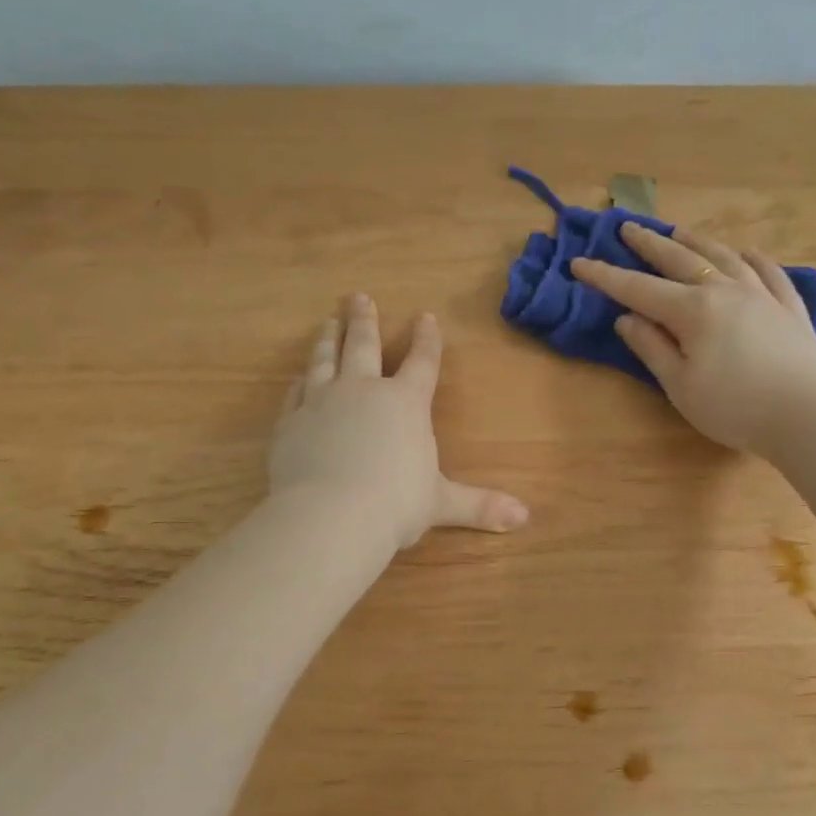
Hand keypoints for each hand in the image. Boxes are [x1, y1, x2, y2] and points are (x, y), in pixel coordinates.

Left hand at [271, 295, 529, 548]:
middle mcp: (363, 391)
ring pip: (325, 360)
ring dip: (328, 339)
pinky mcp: (290, 423)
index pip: (422, 362)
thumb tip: (525, 517)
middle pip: (364, 345)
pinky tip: (299, 377)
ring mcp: (321, 402)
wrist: (330, 516)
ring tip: (328, 321)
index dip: (427, 339)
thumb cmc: (395, 505)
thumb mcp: (442, 504)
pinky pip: (295, 393)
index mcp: (406, 404)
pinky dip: (299, 382)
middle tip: (359, 297)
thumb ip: (480, 505)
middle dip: (364, 320)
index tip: (426, 317)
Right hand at [571, 225, 815, 455]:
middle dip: (649, 244)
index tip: (579, 263)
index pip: (638, 289)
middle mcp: (726, 290)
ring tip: (679, 232)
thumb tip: (627, 318)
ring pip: (724, 256)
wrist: (806, 416)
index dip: (605, 277)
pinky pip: (768, 271)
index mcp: (693, 310)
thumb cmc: (734, 408)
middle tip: (627, 227)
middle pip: (680, 259)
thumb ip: (652, 348)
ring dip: (696, 242)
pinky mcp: (789, 307)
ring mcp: (762, 294)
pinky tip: (745, 253)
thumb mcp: (680, 385)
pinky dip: (751, 258)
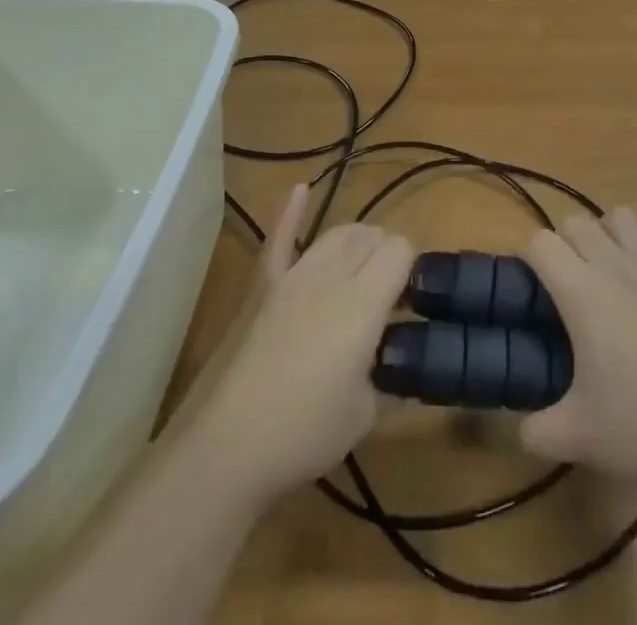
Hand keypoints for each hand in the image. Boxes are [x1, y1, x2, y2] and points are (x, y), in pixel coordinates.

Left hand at [182, 186, 412, 504]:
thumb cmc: (304, 433)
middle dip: (387, 255)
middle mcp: (332, 274)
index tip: (410, 302)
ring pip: (337, 232)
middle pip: (371, 235)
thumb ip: (394, 384)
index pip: (401, 249)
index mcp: (365, 300)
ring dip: (356, 242)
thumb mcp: (366, 416)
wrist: (225, 447)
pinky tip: (301, 189)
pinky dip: (291, 211)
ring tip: (360, 270)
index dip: (411, 268)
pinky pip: (280, 238)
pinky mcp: (262, 285)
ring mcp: (293, 275)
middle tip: (387, 298)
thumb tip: (410, 373)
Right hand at [519, 210, 636, 490]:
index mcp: (582, 292)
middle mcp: (617, 265)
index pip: (540, 243)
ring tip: (608, 264)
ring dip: (608, 230)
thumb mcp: (578, 439)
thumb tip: (523, 430)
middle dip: (564, 241)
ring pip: (624, 216)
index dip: (528, 256)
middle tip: (566, 283)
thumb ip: (537, 431)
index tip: (530, 285)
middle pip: (577, 221)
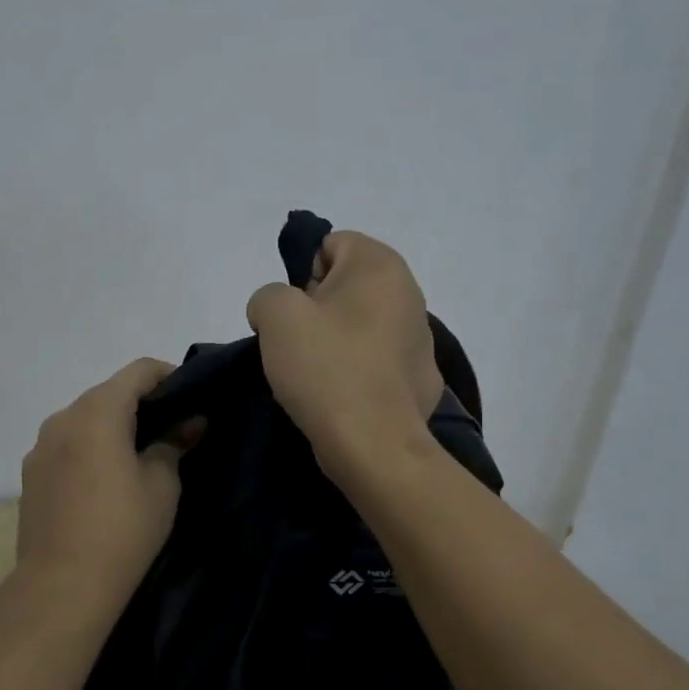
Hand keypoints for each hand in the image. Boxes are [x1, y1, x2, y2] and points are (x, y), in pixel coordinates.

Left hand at [15, 358, 197, 606]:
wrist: (62, 586)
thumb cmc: (123, 530)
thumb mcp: (162, 485)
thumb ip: (174, 443)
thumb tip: (190, 421)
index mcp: (97, 413)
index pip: (138, 371)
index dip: (168, 375)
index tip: (191, 395)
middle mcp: (62, 418)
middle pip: (108, 393)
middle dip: (141, 402)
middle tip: (172, 427)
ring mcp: (40, 447)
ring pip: (84, 419)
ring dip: (113, 426)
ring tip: (139, 454)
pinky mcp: (30, 474)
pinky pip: (67, 445)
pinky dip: (90, 447)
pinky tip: (106, 479)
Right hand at [246, 230, 443, 476]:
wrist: (372, 444)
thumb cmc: (325, 368)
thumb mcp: (275, 315)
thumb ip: (268, 295)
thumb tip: (280, 312)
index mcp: (381, 266)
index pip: (331, 245)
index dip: (301, 274)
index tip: (293, 314)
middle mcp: (410, 293)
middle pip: (346, 286)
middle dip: (318, 309)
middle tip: (298, 344)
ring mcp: (421, 339)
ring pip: (360, 325)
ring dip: (337, 341)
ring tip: (317, 377)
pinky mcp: (421, 379)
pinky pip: (376, 362)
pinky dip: (358, 372)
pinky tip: (343, 397)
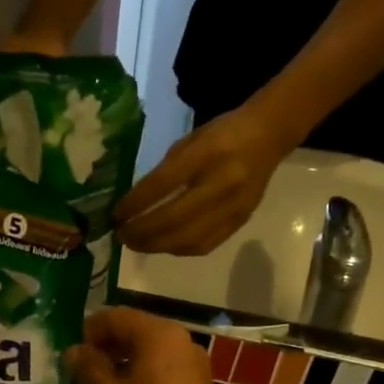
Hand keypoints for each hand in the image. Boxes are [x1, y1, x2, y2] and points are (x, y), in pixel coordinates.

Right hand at [65, 308, 228, 383]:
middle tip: (80, 370)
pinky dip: (141, 379)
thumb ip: (90, 369)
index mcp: (159, 335)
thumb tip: (74, 350)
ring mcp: (194, 367)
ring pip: (150, 354)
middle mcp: (181, 342)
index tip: (71, 353)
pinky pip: (163, 372)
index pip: (116, 316)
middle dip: (106, 347)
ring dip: (122, 365)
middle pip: (136, 332)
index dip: (89, 330)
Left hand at [114, 106, 289, 255]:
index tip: (115, 215)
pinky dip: (179, 249)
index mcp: (206, 154)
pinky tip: (163, 246)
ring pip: (188, 239)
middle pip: (173, 219)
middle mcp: (222, 183)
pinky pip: (205, 245)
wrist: (268, 136)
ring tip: (137, 244)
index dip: (135, 204)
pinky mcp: (240, 222)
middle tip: (121, 235)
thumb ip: (165, 171)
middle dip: (142, 232)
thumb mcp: (189, 142)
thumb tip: (136, 204)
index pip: (162, 185)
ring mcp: (234, 206)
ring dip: (157, 246)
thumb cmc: (222, 134)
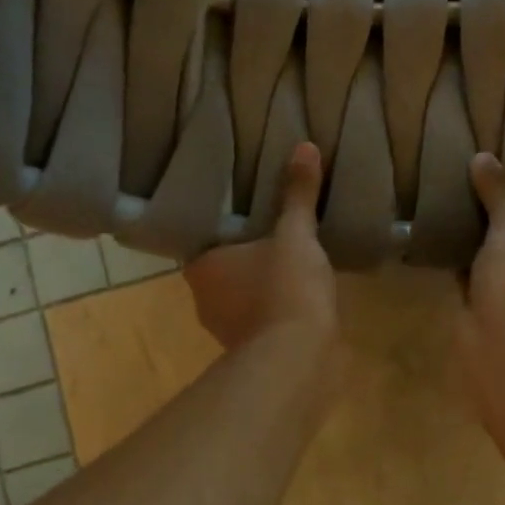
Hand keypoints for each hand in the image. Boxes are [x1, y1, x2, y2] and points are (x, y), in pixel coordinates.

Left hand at [185, 142, 337, 350]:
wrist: (299, 358)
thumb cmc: (286, 288)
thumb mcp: (296, 235)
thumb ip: (298, 196)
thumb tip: (304, 146)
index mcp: (201, 267)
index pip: (203, 239)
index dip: (223, 228)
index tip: (244, 213)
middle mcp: (202, 299)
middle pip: (222, 269)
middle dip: (244, 257)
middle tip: (270, 231)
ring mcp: (224, 330)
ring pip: (240, 297)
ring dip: (259, 286)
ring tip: (288, 262)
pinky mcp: (250, 352)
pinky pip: (259, 320)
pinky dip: (273, 310)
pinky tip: (297, 298)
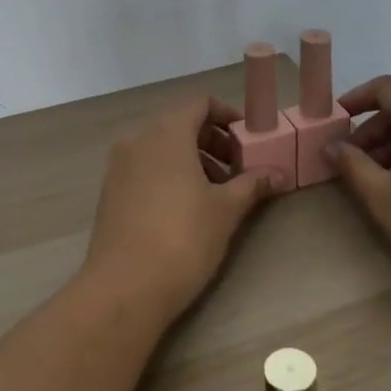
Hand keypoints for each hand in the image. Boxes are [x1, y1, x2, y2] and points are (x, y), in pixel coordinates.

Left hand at [82, 95, 279, 321]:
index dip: (227, 116)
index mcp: (167, 132)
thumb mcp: (226, 210)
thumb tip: (280, 173)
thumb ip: (253, 184)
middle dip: (212, 141)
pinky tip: (186, 208)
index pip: (200, 103)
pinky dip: (168, 174)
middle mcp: (138, 139)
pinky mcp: (110, 191)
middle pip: (180, 124)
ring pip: (161, 147)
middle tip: (238, 170)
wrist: (124, 287)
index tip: (247, 140)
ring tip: (216, 193)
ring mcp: (119, 165)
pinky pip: (145, 167)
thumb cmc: (182, 238)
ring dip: (192, 159)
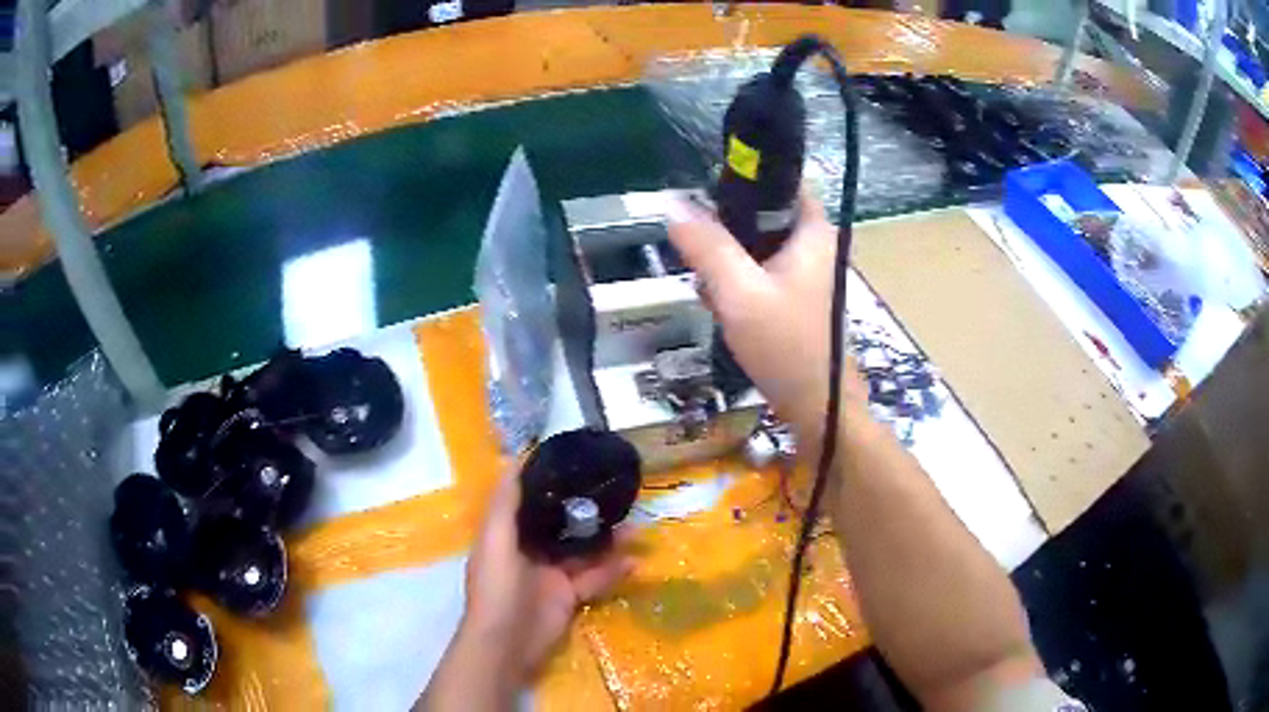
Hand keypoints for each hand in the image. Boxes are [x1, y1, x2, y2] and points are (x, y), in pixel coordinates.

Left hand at [461, 469, 634, 682]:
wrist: (506, 645)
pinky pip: (594, 578)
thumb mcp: (495, 540)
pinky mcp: (568, 596)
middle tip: (616, 495)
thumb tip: (514, 458)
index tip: (575, 462)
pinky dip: (613, 570)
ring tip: (635, 526)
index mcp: (507, 534)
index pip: (528, 500)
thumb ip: (505, 503)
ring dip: (607, 540)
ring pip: (582, 550)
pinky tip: (634, 561)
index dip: (548, 482)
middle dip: (586, 511)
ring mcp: (550, 574)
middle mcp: (529, 550)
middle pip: (561, 524)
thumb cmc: (497, 589)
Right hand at [666, 195, 868, 450]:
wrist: (817, 409)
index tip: (706, 190)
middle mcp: (814, 246)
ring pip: (756, 246)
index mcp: (813, 231)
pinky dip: (736, 282)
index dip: (745, 178)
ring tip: (706, 282)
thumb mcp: (739, 292)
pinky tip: (719, 303)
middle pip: (763, 213)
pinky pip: (758, 273)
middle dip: (726, 227)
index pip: (782, 180)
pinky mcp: (793, 299)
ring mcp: (805, 274)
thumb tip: (671, 203)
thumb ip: (706, 246)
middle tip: (698, 247)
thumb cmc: (786, 346)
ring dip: (727, 259)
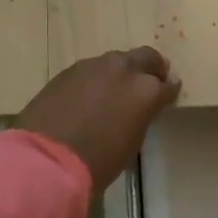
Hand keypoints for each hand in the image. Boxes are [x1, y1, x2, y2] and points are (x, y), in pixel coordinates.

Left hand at [18, 47, 181, 193]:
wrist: (48, 158)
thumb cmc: (99, 160)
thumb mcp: (132, 140)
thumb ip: (141, 116)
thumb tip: (140, 108)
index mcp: (146, 90)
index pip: (168, 85)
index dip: (169, 92)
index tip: (168, 97)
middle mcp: (124, 70)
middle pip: (147, 57)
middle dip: (151, 69)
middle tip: (149, 82)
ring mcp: (94, 66)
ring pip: (117, 60)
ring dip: (122, 72)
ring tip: (116, 90)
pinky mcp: (69, 70)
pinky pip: (92, 69)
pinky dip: (97, 79)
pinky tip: (90, 95)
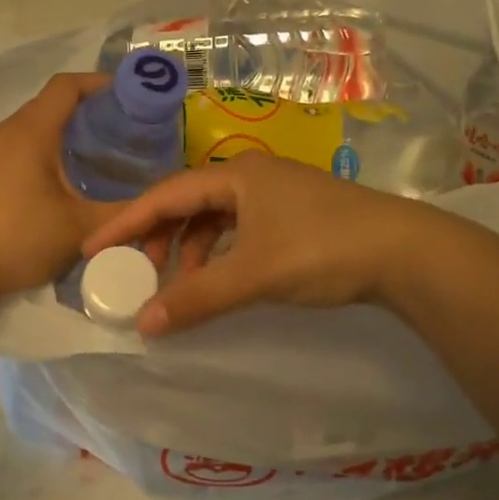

**AIM OF THE EXERCISE:** Return each line from the records that includes the word "wrist".

**TASK SOLUTION:**
wrist: (330, 516)
wrist: (806, 416)
wrist: (225, 447)
wrist: (62, 586)
wrist: (372, 444)
wrist: (268, 136)
wrist: (299, 358)
wrist: (124, 287)
wrist: (506, 645)
wrist: (817, 409)
wrist: (48, 158)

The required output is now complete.